Nos visages dégoulinants de sueur sont déformés par la chaleur. Le soleil sans pitié brille de ses mille feux comme pour nous défier. La climatisation, seule alliée, ronronne toute la journée et de nuit elle pénètre dans nos têtes. De bon matin, on a l’impression que notre cerveau a été labouré telle une terre aride qui refuse de se laisser entreprendre. Tout fonctionne au ralenti. Les températures trop élevées ne donnent aucune possibilité à l’air de circuler. La mer, quant à elle, stagne comme fatiguée de se déchaîner pour répondre au feu du ciel. Une humidité forte naît de cette confrontation.
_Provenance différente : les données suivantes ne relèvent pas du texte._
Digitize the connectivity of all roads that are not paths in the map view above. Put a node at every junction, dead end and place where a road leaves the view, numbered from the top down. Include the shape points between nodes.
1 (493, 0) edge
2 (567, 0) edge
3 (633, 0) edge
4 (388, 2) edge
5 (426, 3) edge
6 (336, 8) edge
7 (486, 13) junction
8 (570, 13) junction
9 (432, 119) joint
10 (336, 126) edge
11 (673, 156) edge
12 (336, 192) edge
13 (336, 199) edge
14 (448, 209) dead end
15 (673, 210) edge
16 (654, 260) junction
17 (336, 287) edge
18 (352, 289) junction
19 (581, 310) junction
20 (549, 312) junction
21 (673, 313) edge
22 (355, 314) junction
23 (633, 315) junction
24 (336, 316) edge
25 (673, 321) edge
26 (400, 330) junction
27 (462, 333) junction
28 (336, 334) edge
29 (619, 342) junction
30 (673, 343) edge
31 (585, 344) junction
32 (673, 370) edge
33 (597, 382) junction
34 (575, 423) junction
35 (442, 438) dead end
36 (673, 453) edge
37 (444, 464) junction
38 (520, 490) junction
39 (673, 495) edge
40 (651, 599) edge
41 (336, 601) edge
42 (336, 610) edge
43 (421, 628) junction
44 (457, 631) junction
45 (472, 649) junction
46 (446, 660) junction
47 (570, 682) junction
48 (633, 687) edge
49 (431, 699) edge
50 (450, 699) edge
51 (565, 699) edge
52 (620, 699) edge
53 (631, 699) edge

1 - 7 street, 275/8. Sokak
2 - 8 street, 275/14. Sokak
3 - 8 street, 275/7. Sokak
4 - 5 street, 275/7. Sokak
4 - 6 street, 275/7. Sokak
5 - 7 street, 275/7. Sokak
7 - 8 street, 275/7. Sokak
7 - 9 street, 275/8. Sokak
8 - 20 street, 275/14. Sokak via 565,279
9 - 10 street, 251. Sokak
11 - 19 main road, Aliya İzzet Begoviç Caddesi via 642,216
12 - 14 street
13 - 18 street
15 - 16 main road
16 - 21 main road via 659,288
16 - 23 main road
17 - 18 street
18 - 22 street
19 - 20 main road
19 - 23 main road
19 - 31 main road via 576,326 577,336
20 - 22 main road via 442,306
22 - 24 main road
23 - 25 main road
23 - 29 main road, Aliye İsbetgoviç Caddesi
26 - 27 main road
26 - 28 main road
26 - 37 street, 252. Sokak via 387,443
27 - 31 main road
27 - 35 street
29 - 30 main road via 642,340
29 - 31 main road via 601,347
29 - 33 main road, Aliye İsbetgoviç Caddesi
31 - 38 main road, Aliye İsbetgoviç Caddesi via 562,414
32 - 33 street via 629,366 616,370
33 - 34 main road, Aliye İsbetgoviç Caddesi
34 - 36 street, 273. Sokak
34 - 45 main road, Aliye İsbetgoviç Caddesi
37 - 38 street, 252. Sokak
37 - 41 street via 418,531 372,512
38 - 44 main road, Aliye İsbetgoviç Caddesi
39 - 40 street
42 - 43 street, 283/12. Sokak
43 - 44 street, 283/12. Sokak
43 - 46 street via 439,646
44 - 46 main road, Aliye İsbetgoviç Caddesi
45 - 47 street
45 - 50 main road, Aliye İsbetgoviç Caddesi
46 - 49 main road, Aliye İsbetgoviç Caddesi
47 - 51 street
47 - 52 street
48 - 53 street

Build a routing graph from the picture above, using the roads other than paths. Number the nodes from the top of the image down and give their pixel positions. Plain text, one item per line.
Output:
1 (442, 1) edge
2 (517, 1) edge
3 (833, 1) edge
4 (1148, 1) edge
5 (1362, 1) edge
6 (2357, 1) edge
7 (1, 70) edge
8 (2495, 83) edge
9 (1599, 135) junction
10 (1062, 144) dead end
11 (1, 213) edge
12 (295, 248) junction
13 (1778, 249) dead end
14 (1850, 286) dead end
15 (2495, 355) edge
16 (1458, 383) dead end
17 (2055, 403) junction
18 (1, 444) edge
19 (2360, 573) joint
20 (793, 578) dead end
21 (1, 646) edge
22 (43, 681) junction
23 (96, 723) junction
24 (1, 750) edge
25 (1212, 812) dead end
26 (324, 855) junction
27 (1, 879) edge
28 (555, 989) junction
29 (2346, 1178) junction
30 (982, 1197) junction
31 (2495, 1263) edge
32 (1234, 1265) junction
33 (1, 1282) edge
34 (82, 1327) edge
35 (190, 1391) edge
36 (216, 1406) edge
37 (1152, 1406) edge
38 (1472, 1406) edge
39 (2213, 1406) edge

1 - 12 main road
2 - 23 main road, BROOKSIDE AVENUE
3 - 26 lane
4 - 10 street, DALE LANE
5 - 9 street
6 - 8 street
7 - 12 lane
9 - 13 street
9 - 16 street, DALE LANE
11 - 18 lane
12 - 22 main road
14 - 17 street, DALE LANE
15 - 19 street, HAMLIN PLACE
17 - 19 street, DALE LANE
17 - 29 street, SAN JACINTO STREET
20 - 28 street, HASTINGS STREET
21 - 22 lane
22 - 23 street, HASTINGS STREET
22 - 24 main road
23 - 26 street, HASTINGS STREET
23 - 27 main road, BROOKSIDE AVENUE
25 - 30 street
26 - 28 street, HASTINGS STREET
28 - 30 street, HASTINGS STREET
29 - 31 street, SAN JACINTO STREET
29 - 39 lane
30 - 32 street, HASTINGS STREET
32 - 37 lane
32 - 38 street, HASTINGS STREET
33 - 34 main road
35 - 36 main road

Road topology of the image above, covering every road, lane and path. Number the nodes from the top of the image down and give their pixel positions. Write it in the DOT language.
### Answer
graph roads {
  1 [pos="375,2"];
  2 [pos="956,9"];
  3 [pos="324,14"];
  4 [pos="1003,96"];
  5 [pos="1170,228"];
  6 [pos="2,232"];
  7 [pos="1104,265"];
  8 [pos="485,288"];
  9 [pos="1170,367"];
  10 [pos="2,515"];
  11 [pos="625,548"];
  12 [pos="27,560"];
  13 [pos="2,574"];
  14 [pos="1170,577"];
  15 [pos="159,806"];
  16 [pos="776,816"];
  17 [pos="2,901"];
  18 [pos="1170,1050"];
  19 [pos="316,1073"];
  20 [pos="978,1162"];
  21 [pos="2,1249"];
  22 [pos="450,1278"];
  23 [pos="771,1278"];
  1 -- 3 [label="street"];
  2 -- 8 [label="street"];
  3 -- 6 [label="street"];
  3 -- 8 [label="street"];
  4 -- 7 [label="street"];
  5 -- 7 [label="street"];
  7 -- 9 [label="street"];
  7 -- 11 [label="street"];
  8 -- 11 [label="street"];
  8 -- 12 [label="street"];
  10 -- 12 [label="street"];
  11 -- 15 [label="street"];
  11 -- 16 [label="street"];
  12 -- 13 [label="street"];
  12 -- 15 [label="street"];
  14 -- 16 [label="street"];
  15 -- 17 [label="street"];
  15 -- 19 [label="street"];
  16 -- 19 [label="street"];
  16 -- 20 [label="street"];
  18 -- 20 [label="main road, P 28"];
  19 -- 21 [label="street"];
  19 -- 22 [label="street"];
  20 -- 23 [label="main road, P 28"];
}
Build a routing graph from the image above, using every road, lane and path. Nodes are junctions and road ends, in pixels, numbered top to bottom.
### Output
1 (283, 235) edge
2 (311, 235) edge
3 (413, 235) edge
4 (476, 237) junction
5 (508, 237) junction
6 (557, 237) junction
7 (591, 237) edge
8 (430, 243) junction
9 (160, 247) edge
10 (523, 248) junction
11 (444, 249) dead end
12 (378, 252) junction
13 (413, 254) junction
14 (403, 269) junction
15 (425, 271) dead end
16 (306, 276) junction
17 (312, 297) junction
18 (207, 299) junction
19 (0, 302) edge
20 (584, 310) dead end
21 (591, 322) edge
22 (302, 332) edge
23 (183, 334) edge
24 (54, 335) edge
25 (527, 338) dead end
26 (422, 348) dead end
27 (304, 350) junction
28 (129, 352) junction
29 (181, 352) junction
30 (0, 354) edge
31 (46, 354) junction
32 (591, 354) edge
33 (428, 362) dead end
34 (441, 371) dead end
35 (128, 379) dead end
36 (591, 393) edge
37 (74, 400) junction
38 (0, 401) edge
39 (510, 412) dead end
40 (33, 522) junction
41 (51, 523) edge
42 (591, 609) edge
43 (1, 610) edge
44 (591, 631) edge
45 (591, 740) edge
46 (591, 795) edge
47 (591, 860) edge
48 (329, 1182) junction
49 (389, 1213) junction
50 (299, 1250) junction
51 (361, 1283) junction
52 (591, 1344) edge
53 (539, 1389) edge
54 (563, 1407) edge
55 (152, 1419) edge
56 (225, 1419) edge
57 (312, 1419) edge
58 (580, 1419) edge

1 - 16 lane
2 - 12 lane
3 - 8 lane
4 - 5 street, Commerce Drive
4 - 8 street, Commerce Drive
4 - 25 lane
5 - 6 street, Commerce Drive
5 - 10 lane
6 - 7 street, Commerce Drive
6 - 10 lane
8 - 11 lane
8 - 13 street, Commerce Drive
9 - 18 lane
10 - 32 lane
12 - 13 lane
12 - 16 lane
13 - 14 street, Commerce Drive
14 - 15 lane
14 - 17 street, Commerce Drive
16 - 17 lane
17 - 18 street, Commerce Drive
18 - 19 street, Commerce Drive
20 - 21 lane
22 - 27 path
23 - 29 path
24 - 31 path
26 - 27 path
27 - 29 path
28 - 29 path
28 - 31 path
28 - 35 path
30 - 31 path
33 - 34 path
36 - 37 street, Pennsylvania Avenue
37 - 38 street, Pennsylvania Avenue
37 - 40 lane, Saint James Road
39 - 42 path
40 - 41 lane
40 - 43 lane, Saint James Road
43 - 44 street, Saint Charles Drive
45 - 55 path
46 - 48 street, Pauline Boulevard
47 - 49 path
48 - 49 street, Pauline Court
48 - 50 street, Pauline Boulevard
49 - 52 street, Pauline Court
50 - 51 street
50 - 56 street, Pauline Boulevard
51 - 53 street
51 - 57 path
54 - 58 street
Les gens sont mouillés par une atmosphère chargée d’une condensation chaude. Celle-ci nous enveloppe et nous transforme en chamalo. Trempés jusqu’aux os. Nos habits, alourdis par l’eau et le sel, pèsent sur nos pas et nous empêchent de nous mouvoir sans effort. Chaque mètre, chaque geste, chaque mouvement a son prix de difficulté. Et là, on se met à rêver à une brise qui caresserait notre peau et la rafraîchirait sans douleur. Avec douceur. Le bitume fond, les trottoirs sont collants et nos semelles accrochent. Le sol nous appelle, le ciel nous écrase.
Les cafés n’ont pas assez de frigos pour stocker les boissons au frais. L’eau coule à flots en nous et sur nous.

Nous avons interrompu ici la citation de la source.